EXERCISE BRIEF:
Repeat each entry word for word.
AVAILABLE RECORDS START
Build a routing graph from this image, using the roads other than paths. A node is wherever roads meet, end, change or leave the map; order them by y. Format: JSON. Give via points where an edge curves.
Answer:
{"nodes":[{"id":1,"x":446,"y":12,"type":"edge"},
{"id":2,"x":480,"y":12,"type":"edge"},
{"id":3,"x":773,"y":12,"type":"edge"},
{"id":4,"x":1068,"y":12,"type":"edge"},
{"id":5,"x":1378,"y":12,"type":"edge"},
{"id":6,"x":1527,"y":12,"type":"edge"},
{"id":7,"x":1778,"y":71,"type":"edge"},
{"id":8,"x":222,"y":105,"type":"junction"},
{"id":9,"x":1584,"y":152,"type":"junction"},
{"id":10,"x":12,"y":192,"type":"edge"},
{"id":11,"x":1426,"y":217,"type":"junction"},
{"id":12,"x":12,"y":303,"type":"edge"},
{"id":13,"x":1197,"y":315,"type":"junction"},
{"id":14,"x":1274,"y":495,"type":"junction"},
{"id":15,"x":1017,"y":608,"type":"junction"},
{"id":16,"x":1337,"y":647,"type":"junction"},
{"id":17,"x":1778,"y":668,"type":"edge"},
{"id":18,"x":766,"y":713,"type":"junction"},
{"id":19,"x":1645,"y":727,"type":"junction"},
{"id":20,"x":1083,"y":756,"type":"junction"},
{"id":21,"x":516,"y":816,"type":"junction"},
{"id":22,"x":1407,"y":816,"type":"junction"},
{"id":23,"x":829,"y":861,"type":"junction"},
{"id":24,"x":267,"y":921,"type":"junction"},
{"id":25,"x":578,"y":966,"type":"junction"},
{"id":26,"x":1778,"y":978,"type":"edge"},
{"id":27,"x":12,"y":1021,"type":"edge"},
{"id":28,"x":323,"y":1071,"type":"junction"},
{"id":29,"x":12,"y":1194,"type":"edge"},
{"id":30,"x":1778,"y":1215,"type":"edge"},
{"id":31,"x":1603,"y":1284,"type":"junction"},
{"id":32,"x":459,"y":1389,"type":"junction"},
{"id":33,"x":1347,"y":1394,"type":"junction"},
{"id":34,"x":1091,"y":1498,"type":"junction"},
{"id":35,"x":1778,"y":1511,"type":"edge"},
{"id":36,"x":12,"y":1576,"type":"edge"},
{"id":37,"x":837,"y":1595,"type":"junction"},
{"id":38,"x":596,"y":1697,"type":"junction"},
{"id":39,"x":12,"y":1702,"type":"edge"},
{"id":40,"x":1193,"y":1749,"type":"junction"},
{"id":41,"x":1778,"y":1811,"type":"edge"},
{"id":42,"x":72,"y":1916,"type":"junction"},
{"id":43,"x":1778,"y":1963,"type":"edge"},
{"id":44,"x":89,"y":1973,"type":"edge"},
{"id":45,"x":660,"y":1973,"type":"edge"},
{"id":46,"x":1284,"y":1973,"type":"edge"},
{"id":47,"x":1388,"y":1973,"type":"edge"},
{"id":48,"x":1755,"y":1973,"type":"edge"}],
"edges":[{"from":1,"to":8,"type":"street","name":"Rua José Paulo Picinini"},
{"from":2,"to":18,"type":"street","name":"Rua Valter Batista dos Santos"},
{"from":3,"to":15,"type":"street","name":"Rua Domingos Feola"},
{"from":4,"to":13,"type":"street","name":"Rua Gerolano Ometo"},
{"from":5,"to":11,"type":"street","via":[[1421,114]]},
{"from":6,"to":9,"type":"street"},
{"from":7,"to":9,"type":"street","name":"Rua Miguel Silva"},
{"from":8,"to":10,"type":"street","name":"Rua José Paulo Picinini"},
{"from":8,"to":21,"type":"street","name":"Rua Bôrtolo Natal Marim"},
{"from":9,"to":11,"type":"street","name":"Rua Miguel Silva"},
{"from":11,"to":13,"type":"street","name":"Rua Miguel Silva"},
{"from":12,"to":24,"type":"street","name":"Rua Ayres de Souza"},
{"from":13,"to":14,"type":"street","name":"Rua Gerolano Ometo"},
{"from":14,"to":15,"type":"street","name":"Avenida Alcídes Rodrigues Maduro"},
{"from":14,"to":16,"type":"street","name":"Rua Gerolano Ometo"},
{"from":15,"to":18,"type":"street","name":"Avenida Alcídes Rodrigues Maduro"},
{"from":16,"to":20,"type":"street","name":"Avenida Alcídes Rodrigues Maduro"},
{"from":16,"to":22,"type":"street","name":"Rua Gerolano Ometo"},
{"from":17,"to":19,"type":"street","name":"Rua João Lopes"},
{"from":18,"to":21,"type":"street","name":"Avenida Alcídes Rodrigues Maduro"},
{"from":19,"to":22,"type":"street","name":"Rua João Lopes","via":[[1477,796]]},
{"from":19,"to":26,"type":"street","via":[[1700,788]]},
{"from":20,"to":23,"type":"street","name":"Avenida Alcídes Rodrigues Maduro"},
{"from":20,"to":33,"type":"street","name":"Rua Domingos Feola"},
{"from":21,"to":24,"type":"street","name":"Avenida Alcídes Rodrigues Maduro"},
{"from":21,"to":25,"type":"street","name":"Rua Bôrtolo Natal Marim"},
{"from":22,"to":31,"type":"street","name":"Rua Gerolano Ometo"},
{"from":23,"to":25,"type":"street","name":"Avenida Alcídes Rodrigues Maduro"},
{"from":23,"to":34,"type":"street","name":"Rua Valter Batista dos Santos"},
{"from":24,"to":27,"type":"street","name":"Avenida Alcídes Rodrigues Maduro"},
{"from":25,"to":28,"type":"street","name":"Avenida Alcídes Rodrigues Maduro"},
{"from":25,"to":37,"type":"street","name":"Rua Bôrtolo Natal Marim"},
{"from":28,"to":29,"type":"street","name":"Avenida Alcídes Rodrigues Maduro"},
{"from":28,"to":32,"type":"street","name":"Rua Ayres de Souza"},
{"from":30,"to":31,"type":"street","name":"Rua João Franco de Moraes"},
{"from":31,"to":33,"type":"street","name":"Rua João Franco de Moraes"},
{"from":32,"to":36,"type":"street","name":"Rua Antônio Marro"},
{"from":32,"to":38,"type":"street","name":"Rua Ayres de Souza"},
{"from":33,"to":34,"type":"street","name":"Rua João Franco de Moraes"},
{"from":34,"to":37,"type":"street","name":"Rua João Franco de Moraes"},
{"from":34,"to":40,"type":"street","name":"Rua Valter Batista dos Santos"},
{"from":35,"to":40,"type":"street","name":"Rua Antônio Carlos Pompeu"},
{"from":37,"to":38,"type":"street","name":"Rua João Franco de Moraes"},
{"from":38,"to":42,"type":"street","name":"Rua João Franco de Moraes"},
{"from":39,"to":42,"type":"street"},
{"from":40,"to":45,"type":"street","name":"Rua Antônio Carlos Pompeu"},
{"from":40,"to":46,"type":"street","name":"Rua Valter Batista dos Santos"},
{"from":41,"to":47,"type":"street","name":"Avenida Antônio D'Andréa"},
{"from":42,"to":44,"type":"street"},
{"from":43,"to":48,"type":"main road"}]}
AVAILABLE RECORDS END
OUTPUT OF THE EXERCISE:
Build a routing graph from this image, using the roads other than paths. A node is wherever roads meet, end, change or leave the map; order them by y. Format: JSON. Give via points where an edge curves.
Answer:
{"nodes":[{"id":1,"x":446,"y":12,"type":"edge"},
{"id":2,"x":480,"y":12,"type":"edge"},
{"id":3,"x":773,"y":12,"type":"edge"},
{"id":4,"x":1068,"y":12,"type":"edge"},
{"id":5,"x":1378,"y":12,"type":"edge"},
{"id":6,"x":1527,"y":12,"type":"edge"},
{"id":7,"x":1778,"y":71,"type":"edge"},
{"id":8,"x":222,"y":105,"type":"junction"},
{"id":9,"x":1584,"y":152,"type":"junction"},
{"id":10,"x":12,"y":192,"type":"edge"},
{"id":11,"x":1426,"y":217,"type":"junction"},
{"id":12,"x":12,"y":303,"type":"edge"},
{"id":13,"x":1197,"y":315,"type":"junction"},
{"id":14,"x":1274,"y":495,"type":"junction"},
{"id":15,"x":1017,"y":608,"type":"junction"},
{"id":16,"x":1337,"y":647,"type":"junction"},
{"id":17,"x":1778,"y":668,"type":"edge"},
{"id":18,"x":766,"y":713,"type":"junction"},
{"id":19,"x":1645,"y":727,"type":"junction"},
{"id":20,"x":1083,"y":756,"type":"junction"},
{"id":21,"x":516,"y":816,"type":"junction"},
{"id":22,"x":1407,"y":816,"type":"junction"},
{"id":23,"x":829,"y":861,"type":"junction"},
{"id":24,"x":267,"y":921,"type":"junction"},
{"id":25,"x":578,"y":966,"type":"junction"},
{"id":26,"x":1778,"y":978,"type":"edge"},
{"id":27,"x":12,"y":1021,"type":"edge"},
{"id":28,"x":323,"y":1071,"type":"junction"},
{"id":29,"x":12,"y":1194,"type":"edge"},
{"id":30,"x":1778,"y":1215,"type":"edge"},
{"id":31,"x":1603,"y":1284,"type":"junction"},
{"id":32,"x":459,"y":1389,"type":"junction"},
{"id":33,"x":1347,"y":1394,"type":"junction"},
{"id":34,"x":1091,"y":1498,"type":"junction"},
{"id":35,"x":1778,"y":1511,"type":"edge"},
{"id":36,"x":12,"y":1576,"type":"edge"},
{"id":37,"x":837,"y":1595,"type":"junction"},
{"id":38,"x":596,"y":1697,"type":"junction"},
{"id":39,"x":12,"y":1702,"type":"edge"},
{"id":40,"x":1193,"y":1749,"type":"junction"},
{"id":41,"x":1778,"y":1811,"type":"edge"},
{"id":42,"x":72,"y":1916,"type":"junction"},
{"id":43,"x":1778,"y":1963,"type":"edge"},
{"id":44,"x":89,"y":1973,"type":"edge"},
{"id":45,"x":660,"y":1973,"type":"edge"},
{"id":46,"x":1284,"y":1973,"type":"edge"},
{"id":47,"x":1388,"y":1973,"type":"edge"},
{"id":48,"x":1755,"y":1973,"type":"edge"}],
"edges":[{"from":1,"to":8,"type":"street","name":"Rua José Paulo Picinini"},
{"from":2,"to":18,"type":"street","name":"Rua Valter Batista dos Santos"},
{"from":3,"to":15,"type":"street","name":"Rua Domingos Feola"},
{"from":4,"to":13,"type":"street","name":"Rua Gerolano Ometo"},
{"from":5,"to":11,"type":"street","via":[[1421,114]]},
{"from":6,"to":9,"type":"street"},
{"from":7,"to":9,"type":"street","name":"Rua Miguel Silva"},
{"from":8,"to":10,"type":"street","name":"Rua José Paulo Picinini"},
{"from":8,"to":21,"type":"street","name":"Rua Bôrtolo Natal Marim"},
{"from":9,"to":11,"type":"street","name":"Rua Miguel Silva"},
{"from":11,"to":13,"type":"street","name":"Rua Miguel Silva"},
{"from":12,"to":24,"type":"street","name":"Rua Ayres de Souza"},
{"from":13,"to":14,"type":"street","name":"Rua Gerolano Ometo"},
{"from":14,"to":15,"type":"street","name":"Avenida Alcídes Rodrigues Maduro"},
{"from":14,"to":16,"type":"street","name":"Rua Gerolano Ometo"},
{"from":15,"to":18,"type":"street","name":"Avenida Alcídes Rodrigues Maduro"},
{"from":16,"to":20,"type":"street","name":"Avenida Alcídes Rodrigues Maduro"},
{"from":16,"to":22,"type":"street","name":"Rua Gerolano Ometo"},
{"from":17,"to":19,"type":"street","name":"Rua João Lopes"},
{"from":18,"to":21,"type":"street","name":"Avenida Alcídes Rodrigues Maduro"},
{"from":19,"to":22,"type":"street","name":"Rua João Lopes","via":[[1477,796]]},
{"from":19,"to":26,"type":"street","via":[[1700,788]]},
{"from":20,"to":23,"type":"street","name":"Avenida Alcídes Rodrigues Maduro"},
{"from":20,"to":33,"type":"street","name":"Rua Domingos Feola"},
{"from":21,"to":24,"type":"street","name":"Avenida Alcídes Rodrigues Maduro"},
{"from":21,"to":25,"type":"street","name":"Rua Bôrtolo Natal Marim"},
{"from":22,"to":31,"type":"street","name":"Rua Gerolano Ometo"},
{"from":23,"to":25,"type":"street","name":"Avenida Alcídes Rodrigues Maduro"},
{"from":23,"to":34,"type":"street","name":"Rua Valter Batista dos Santos"},
{"from":24,"to":27,"type":"street","name":"Avenida Alcídes Rodrigues Maduro"},
{"from":25,"to":28,"type":"street","name":"Avenida Alcídes Rodrigues Maduro"},
{"from":25,"to":37,"type":"street","name":"Rua Bôrtolo Natal Marim"},
{"from":28,"to":29,"type":"street","name":"Avenida Alcídes Rodrigues Maduro"},
{"from":28,"to":32,"type":"street","name":"Rua Ayres de Souza"},
{"from":30,"to":31,"type":"street","name":"Rua João Franco de Moraes"},
{"from":31,"to":33,"type":"street","name":"Rua João Franco de Moraes"},
{"from":32,"to":36,"type":"street","name":"Rua Antônio Marro"},
{"from":32,"to":38,"type":"street","name":"Rua Ayres de Souza"},
{"from":33,"to":34,"type":"street","name":"Rua João Franco de Moraes"},
{"from":34,"to":37,"type":"street","name":"Rua João Franco de Moraes"},
{"from":34,"to":40,"type":"street","name":"Rua Valter Batista dos Santos"},
{"from":35,"to":40,"type":"street","name":"Rua Antônio Carlos Pompeu"},
{"from":37,"to":38,"type":"street","name":"Rua João Franco de Moraes"},
{"from":38,"to":42,"type":"street","name":"Rua João Franco de Moraes"},
{"from":39,"to":42,"type":"street"},
{"from":40,"to":45,"type":"street","name":"Rua Antônio Carlos Pompeu"},
{"from":40,"to":46,"type":"street","name":"Rua Valter Batista dos Santos"},
{"from":41,"to":47,"type":"street","name":"Avenida Antônio D'Andréa"},
{"from":42,"to":44,"type":"street"},
{"from":43,"to":48,"type":"main road"}]}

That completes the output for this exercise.